Show $Z_{ab}\simeq Z_a\oplus Z_b$ by elementary row and column operations

Question

Let $a,b\in\mathbb N$ be coprime. By manipulating with the matrix $\operatorname{diag}(a,b)$, prove that the cyclic group $Z_{ab}$ is isomorphic to the direct sum $Z_a\oplus Z_b$.
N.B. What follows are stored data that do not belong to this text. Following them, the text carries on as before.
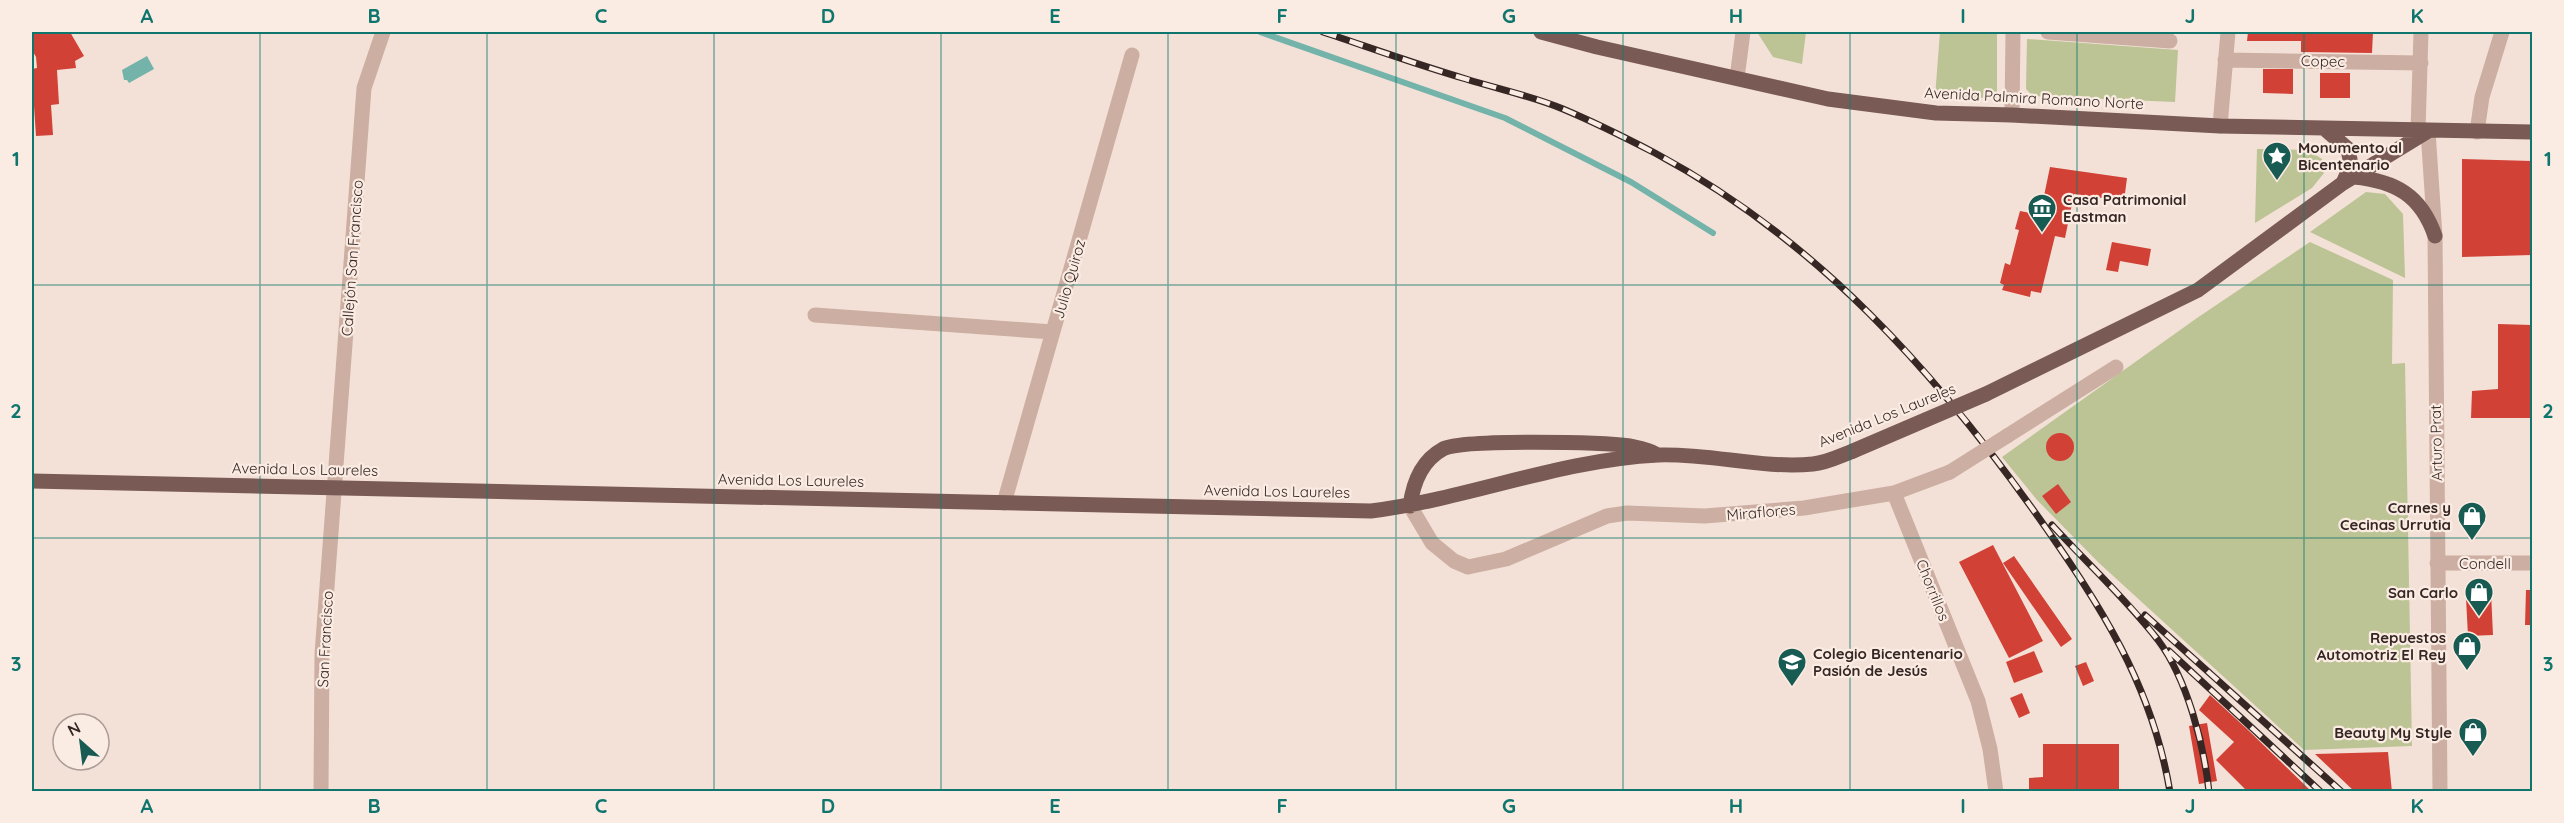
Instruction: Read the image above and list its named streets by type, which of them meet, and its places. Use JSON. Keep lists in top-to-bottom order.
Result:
{
  "streets": {
    "main road": ["Avenida Palmira Romano Norte", "Avenida Los Laureles"],
    "street": [
      "Copec",
      "Callejón San Francisco",
      "Julio Quiroz",
      "Arturo Prat",
      "Miraflores",
      "Condell",
      "Chorrillos",
      "San Francisco"
    ]
  },
  "crossings": [
    ["Avenida Palmira Romano Norte", "Avenida Los Laureles"],
    ["Avenida Palmira Romano Norte", "Arturo Prat"],
    ["Callejón San Francisco", "Avenida Los Laureles"],
    ["Callejón San Francisco", "San Francisco"],
    ["Julio Quiroz", "Avenida Los Laureles"],
    ["Avenida Los Laureles", "Arturo Prat"],
    ["Avenida Los Laureles", "Miraflores"],
    ["Avenida Los Laureles", "San Francisco"],
    ["Arturo Prat", "Condell"],
    ["Miraflores", "Chorrillos"]
  ],
  "places": {
    "place": ["Monumento al Bicentenario"],
    "museum": ["Casa Patrimonial Eastman"],
    "shop": [
      "Carnes y Cecinas Urrutia",
      "San Carlo",
      "Repuestos Automotriz El Rey",
      "Beauty My Style"
    ],
    "school or university": ["Colegio Bicentenario Pasión de Jesús"]
  },
  "north": "top left",
  "grid": {
    "columns": [
      "A",
      "B",
      "C",
      "D",
      "E",
      "F",
      "G",
      "H",
      "I",
      "J",
      "K"
    ],
    "rows": ["1", "2", "3"]
  }
}
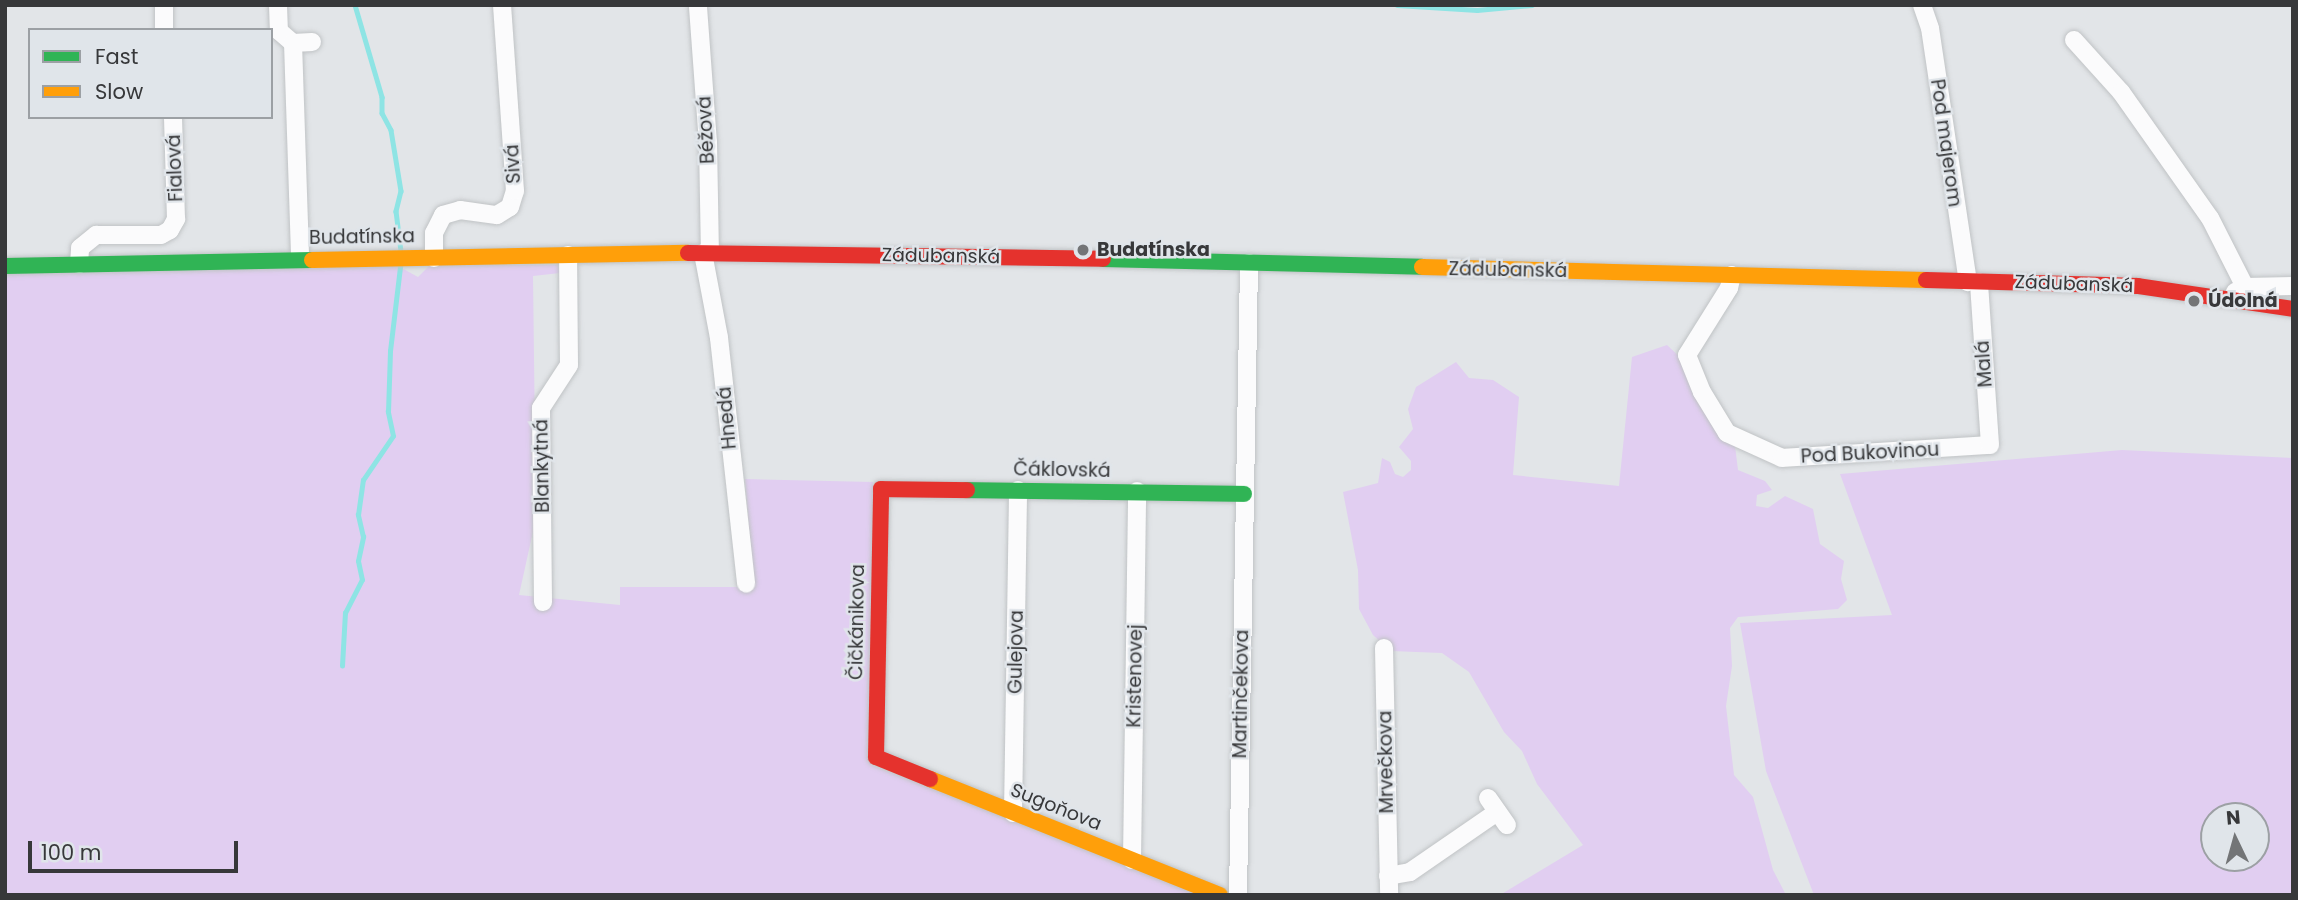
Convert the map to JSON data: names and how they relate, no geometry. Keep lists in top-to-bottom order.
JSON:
{
  "streets": {
    "street": [
      "Béžová",
      "Pod majerom",
      "Sivá",
      "Fialová",
      "Budatínska",
      "Zádubanská",
      "Malá",
      "Hnedá",
      "Pod Bukovinou",
      "Blankytná",
      "Čáklovská",
      "Čičkánikova",
      "Gulejova",
      "Kristenovej",
      "Martinčekova",
      "Mrvečkova",
      "Sugoňova"
    ]
  },
  "crossings": [
    ["Béžová", "Budatínska"],
    ["Béžová", "Zádubanská"],
    ["Béžová", "Hnedá"],
    ["Pod majerom", "Zádubanská"],
    ["Pod majerom", "Malá"],
    ["Sivá", "Budatínska"],
    ["Fialová", "Budatínska"],
    ["Budatínska", "Zádubanská"],
    ["Budatínska", "Hnedá"],
    ["Budatínska", "Blankytná"],
    ["Zádubanská", "Malá"],
    ["Zádubanská", "Hnedá"],
    ["Zádubanská", "Pod Bukovinou"],
    ["Zádubanská", "Martinčekova"],
    ["Malá", "Pod Bukovinou"],
    ["Čáklovská", "Čičkánikova"],
    ["Čáklovská", "Gulejova"],
    ["Čáklovská", "Kristenovej"],
    ["Čáklovská", "Martinčekova"],
    ["Čičkánikova", "Sugoňova"],
    ["Gulejova", "Sugoňova"],
    ["Kristenovej", "Sugoňova"]
  ],
  "places": ["Budatínska", "Údolná"],
  "legend": ["Fast", "Slow"],
  "scale_bar": "100 m",
  "north": "top"
}
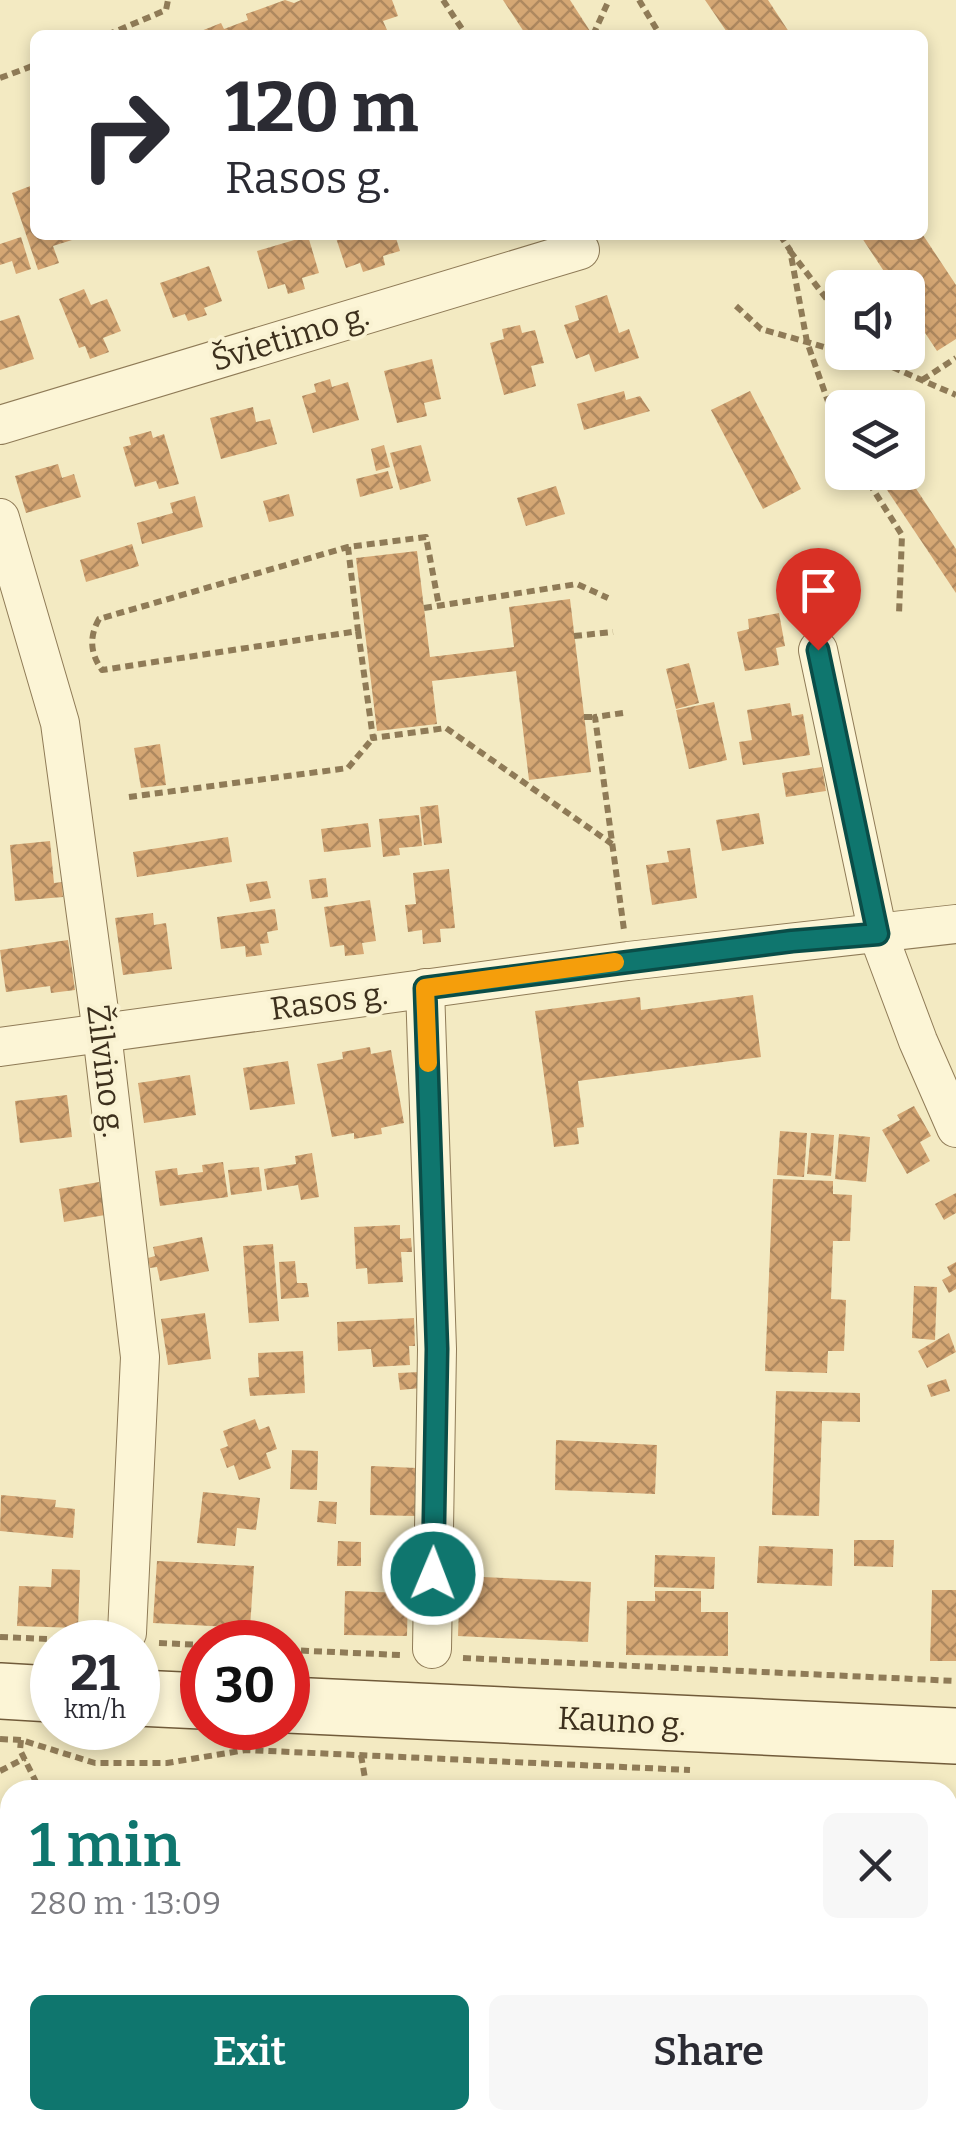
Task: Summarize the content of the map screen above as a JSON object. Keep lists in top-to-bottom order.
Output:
{
  "streets": {
    "main road": ["Kauno g."],
    "street": ["Švietimo g.", "Rasos g.", "Žilvino g."]
  },
  "crossings": [
    ["Rasos g.", "Žilvino g."]
  ],
  "page": {
    "turn": ["120 m", "Rasos g."],
    "speed": "21 km/h",
    "limit": "30",
    "heading": ["1 min", "280 m · 13:09"],
    "buttons": ["Exit", "Share"]
  }
}
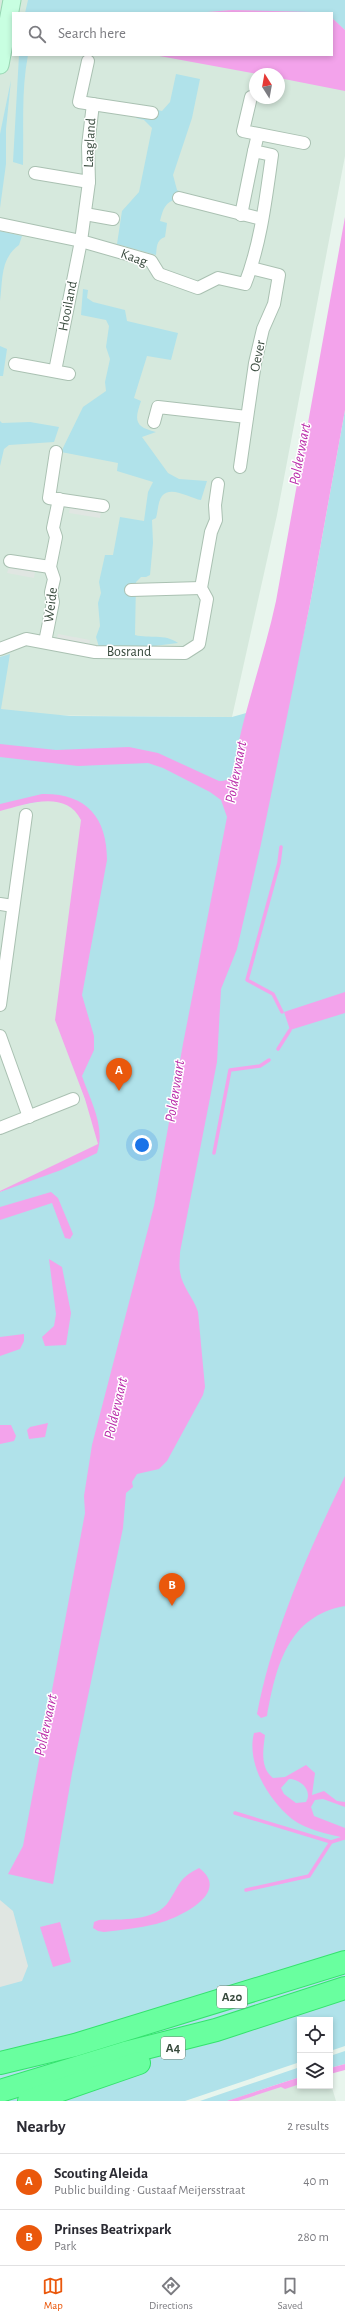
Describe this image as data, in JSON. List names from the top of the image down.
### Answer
{
  "streets": {
    "highway": ["A20"],
    "street": [
      "Laagland",
      "Kaag",
      "Hooiland",
      "Oever",
      "Weide",
      "Bosrand"
    ]
  },
  "crossings": [
    ["Laagland", "Kaag"],
    ["Laagland", "Hooiland"],
    ["Kaag", "Hooiland"],
    ["Kaag", "Oever"],
    ["Weide", "Bosrand"]
  ],
  "water": ["Poldervaart"],
  "north": "top",
  "page": {
    "search": "Search here",
    "pins": ["A", "B"],
    "heading": ["Nearby", "2 results"],
    "list": [
      {
        "mark": "A",
        "name": "Scouting Aleida",
        "note": "Public building · Gustaaf Meijersstraat",
        "value": "40 m"
      },
      {
        "mark": "B",
        "name": "Prinses Beatrixpark",
        "note": "Park",
        "value": "280 m"
      }
    ],
    "nav": ["Map", "Directions", "Saved"]
  }
}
I guess I should obtain the matrix $\operatorname{diag}(1,ab)$ from the matrix $\operatorname{diag}(a,b)$ by elementary (integer) row and column operations (which can be done by a theorem on Smith's normal form), but I don't know how to do that since $a,b$ needn't be invertible, so I cannot multiply rows/columns by them.

Answer 1

You can certainly multiply rows and columns by $a$ and $b$, if all you do is add that multiple to another row or column. Less cryptically put: $$ \det\begin{pmatrix} 1 & a \\ 0 & 1 \end{pmatrix} = 1 $$ so it is safe to multiply by it. First however, let $s,t\in\Bbb Z$ be so that $sa+tb=1$, which you can do because they are coprime. So, consider $$ \begin{pmatrix} s & -t \\ b & a \end{pmatrix} \begin{pmatrix} a & 0 \\ 0 & b \end{pmatrix} \begin{pmatrix} 1 & 0 \\ -1 & 1\end{pmatrix} \begin{pmatrix} 1 & tb \\0 & 1 \end{pmatrix} =\begin{pmatrix} sa & -tb \\ ba & ab \end{pmatrix} \begin{pmatrix} 1 & 0 \\ -1 & 1\end{pmatrix} \begin{pmatrix} 1 & tb \\0 & 1 \end{pmatrix} =\begin{pmatrix} 1 & -tb \\ 0 & ab \end{pmatrix} \begin{pmatrix} 1 & tb \\0 & 1 \end{pmatrix} =\begin{pmatrix} 1 & 0 \\ 0 & ab \end{pmatrix} $$ where we have multiplied from the left and from the right only by invertible matrices.

Answer 2

Hint: To obtain that $1$ in the diagonal, use Bezout's identity: there are integers $u, v$ such that $ua+vb=1$.